From our July 1997 Newsletter...

"The Voluntary Euthanasia Society of Scotland is no longer a member of the World Federation of Right to Die Societies. Following a doubling of the subscription fee from US$250 to US$500, VESS sent the WF an offer of their old rate, which was rejected. Our stated reasons for not paying the higher fee were that we wanted a greater demonstration from the WF that it was pursuing efficient means to further the cause of v.e. and that. We did not feel wealthy enough to donate such a large sum for apparently token benefits. Our decision was reinforced by the knowledge that one of our motions for improving the basis of the WF by a basic code of ethics, although passed, was not implemented. We also noted that at the last Board meeting - admission to which being one of the few benefits of WF membership, the time was spent chiefly on discussion of the internal constitution, and at considerable expense, and that discussion of matters relating to v.e. was shelved.

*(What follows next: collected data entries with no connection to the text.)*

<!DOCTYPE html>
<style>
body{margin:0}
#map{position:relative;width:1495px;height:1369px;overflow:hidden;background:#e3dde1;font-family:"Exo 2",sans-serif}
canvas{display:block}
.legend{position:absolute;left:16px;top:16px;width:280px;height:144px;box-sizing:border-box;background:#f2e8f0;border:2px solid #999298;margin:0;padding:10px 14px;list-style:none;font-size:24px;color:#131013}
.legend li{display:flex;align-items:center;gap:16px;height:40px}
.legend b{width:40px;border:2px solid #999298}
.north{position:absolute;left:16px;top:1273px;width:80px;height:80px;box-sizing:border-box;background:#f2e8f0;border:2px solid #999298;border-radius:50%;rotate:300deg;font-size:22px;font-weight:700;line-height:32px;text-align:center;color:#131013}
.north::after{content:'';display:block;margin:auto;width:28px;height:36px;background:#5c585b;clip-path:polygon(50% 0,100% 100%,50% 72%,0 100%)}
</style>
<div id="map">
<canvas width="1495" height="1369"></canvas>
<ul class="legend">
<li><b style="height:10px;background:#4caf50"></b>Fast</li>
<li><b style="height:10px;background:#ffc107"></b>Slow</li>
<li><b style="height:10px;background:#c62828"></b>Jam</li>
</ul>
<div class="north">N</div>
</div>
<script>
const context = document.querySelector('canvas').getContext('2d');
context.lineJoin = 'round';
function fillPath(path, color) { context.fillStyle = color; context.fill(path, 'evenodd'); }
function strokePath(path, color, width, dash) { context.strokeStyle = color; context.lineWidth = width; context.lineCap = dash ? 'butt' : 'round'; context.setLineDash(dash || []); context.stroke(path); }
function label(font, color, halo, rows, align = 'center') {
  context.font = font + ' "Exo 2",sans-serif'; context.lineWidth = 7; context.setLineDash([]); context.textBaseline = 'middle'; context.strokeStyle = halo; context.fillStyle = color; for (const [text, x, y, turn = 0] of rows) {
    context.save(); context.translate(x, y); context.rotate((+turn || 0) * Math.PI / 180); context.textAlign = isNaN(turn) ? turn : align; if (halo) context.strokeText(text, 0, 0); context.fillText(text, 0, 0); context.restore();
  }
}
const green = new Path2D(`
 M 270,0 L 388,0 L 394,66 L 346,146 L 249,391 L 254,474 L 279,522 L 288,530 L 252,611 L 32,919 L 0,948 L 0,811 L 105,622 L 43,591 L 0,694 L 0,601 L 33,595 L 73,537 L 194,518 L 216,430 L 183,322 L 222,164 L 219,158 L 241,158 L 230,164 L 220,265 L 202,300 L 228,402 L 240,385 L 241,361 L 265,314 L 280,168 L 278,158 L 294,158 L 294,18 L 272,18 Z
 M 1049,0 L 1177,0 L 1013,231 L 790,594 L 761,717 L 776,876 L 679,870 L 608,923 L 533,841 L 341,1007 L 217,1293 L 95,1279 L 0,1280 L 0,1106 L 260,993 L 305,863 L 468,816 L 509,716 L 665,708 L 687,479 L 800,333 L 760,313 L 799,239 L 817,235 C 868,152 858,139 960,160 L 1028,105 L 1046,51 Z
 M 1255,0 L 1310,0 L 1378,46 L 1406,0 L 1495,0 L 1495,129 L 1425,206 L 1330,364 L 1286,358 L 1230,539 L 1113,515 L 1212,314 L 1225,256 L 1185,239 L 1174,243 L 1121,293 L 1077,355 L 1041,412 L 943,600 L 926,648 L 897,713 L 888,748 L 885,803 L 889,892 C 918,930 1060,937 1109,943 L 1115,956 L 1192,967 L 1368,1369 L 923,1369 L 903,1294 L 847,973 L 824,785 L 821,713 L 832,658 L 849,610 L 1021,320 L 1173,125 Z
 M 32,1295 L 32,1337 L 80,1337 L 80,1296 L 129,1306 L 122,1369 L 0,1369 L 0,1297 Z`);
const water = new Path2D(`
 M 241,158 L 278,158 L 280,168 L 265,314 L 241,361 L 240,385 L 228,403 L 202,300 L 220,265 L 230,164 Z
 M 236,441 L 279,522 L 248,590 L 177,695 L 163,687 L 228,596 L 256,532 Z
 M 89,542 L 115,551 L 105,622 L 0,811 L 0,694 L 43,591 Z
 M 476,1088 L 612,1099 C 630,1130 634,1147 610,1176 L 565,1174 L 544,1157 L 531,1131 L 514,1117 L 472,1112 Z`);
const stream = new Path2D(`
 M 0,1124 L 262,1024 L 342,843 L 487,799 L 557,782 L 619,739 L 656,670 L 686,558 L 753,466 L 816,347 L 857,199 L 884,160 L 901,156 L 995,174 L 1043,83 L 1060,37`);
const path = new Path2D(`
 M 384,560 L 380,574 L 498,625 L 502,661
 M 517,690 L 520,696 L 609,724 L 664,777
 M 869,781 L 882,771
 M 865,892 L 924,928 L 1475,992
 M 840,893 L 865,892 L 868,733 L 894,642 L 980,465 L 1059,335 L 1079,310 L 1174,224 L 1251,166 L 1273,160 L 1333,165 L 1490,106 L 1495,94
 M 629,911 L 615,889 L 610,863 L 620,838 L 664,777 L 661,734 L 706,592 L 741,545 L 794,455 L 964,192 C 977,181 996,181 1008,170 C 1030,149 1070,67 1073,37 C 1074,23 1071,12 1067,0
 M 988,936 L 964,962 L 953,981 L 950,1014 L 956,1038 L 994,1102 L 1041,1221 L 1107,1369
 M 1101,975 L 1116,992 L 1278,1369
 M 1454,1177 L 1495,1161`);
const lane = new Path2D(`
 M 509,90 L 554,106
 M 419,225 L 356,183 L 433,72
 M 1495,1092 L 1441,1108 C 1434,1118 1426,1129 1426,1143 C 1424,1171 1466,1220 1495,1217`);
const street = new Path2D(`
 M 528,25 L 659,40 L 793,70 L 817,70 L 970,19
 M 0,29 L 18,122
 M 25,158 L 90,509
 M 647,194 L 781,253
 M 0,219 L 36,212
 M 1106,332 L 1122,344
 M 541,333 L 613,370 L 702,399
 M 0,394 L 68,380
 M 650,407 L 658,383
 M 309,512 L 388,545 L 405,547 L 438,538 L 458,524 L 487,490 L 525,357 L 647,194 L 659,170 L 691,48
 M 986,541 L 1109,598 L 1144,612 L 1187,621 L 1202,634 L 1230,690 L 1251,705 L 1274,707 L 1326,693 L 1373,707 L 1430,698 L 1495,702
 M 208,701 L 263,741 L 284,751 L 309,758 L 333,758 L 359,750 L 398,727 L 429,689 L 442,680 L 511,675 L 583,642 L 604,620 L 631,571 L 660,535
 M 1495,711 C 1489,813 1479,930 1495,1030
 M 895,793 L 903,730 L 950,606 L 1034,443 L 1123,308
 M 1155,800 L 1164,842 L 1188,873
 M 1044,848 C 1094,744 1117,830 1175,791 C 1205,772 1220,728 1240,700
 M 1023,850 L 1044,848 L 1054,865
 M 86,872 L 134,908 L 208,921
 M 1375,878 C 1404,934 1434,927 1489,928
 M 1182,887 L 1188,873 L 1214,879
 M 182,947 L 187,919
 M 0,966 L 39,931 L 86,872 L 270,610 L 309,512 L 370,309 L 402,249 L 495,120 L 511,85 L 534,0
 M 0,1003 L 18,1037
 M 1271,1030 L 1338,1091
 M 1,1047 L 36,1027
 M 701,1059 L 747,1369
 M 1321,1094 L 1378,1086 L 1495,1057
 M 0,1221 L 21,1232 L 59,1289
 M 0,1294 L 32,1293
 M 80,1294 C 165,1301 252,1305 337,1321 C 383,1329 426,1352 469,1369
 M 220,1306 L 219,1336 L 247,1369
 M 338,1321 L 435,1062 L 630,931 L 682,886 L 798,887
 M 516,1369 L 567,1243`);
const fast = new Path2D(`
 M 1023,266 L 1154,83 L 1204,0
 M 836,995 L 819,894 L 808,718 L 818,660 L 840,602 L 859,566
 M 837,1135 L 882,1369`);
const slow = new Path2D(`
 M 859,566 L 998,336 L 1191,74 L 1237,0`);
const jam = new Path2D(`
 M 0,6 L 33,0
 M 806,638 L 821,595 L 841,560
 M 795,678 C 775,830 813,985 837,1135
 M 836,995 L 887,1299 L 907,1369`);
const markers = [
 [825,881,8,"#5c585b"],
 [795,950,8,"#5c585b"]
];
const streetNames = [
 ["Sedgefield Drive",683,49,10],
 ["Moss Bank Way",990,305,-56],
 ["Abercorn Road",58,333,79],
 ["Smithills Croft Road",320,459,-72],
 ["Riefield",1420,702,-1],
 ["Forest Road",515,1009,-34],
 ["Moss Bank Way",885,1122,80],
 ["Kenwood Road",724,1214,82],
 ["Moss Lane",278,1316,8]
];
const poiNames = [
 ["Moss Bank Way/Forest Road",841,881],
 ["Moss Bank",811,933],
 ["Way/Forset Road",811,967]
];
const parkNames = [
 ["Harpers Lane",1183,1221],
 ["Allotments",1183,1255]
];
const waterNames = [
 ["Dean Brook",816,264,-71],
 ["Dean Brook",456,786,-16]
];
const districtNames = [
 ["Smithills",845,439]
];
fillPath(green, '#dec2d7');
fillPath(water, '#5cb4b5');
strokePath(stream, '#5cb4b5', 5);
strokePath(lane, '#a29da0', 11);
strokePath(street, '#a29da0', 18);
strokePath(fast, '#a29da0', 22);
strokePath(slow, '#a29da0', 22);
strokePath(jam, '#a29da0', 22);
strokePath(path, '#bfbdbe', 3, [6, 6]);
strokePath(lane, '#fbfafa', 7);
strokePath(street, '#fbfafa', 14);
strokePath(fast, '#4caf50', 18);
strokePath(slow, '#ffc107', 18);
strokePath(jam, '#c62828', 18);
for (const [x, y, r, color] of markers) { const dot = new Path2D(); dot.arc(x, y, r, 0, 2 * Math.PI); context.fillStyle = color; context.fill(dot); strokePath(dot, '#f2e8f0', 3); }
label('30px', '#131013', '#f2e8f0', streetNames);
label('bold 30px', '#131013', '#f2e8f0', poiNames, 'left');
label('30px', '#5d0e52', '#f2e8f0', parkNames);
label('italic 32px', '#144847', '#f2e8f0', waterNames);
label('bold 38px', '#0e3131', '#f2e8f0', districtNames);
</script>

VESS intends to continue to play an active role in World affairs and, most probably, the public meetings organised in the name of the WF by member Societies. Should things improve, we would be interested in renewing our membership and hosting a WF Conference in Scotland. VESS donated the WF's current logo (which we will now cease to use), and was responsible for the most recent of the WF's publicity leaflets. We have made many friends in the WF and our drugs and living wills research flourished with networking in the WF Since lapsing from the WF we have received many messages of support from other right to die societies, and we look forward to continuing the same liaison with other Societies throughout the world, whether they are members of the WF or not."

Since 1990, Exit/VESS has instituted the Carver Model of Policy Governance to ensure funds are used in the best possible way. A principle formula for deciding on expenditure, for instance, is to ask, WHAT BENEFITS, FOR WHOM, at WHAT COST? Much as we have helped the WF in the past, we cannot justify subsidising such a large umbrella group without tangible benefits to those who need it most. Neither do we expense members of staff to attend such meetings unless there is a direct, attributable benefit to our members and potential members. Providing a "news report" that can equally be obtained free online cannot be sufficient justification. Therefore we wish the WF and its member organisations well, but without direct participation until substantial reforms can and have been enacted. Foremost among these we would recommend formal adoption of Carver Model Policy Governance, Transparent Ethics, and a clear demonstration of benefits from costs.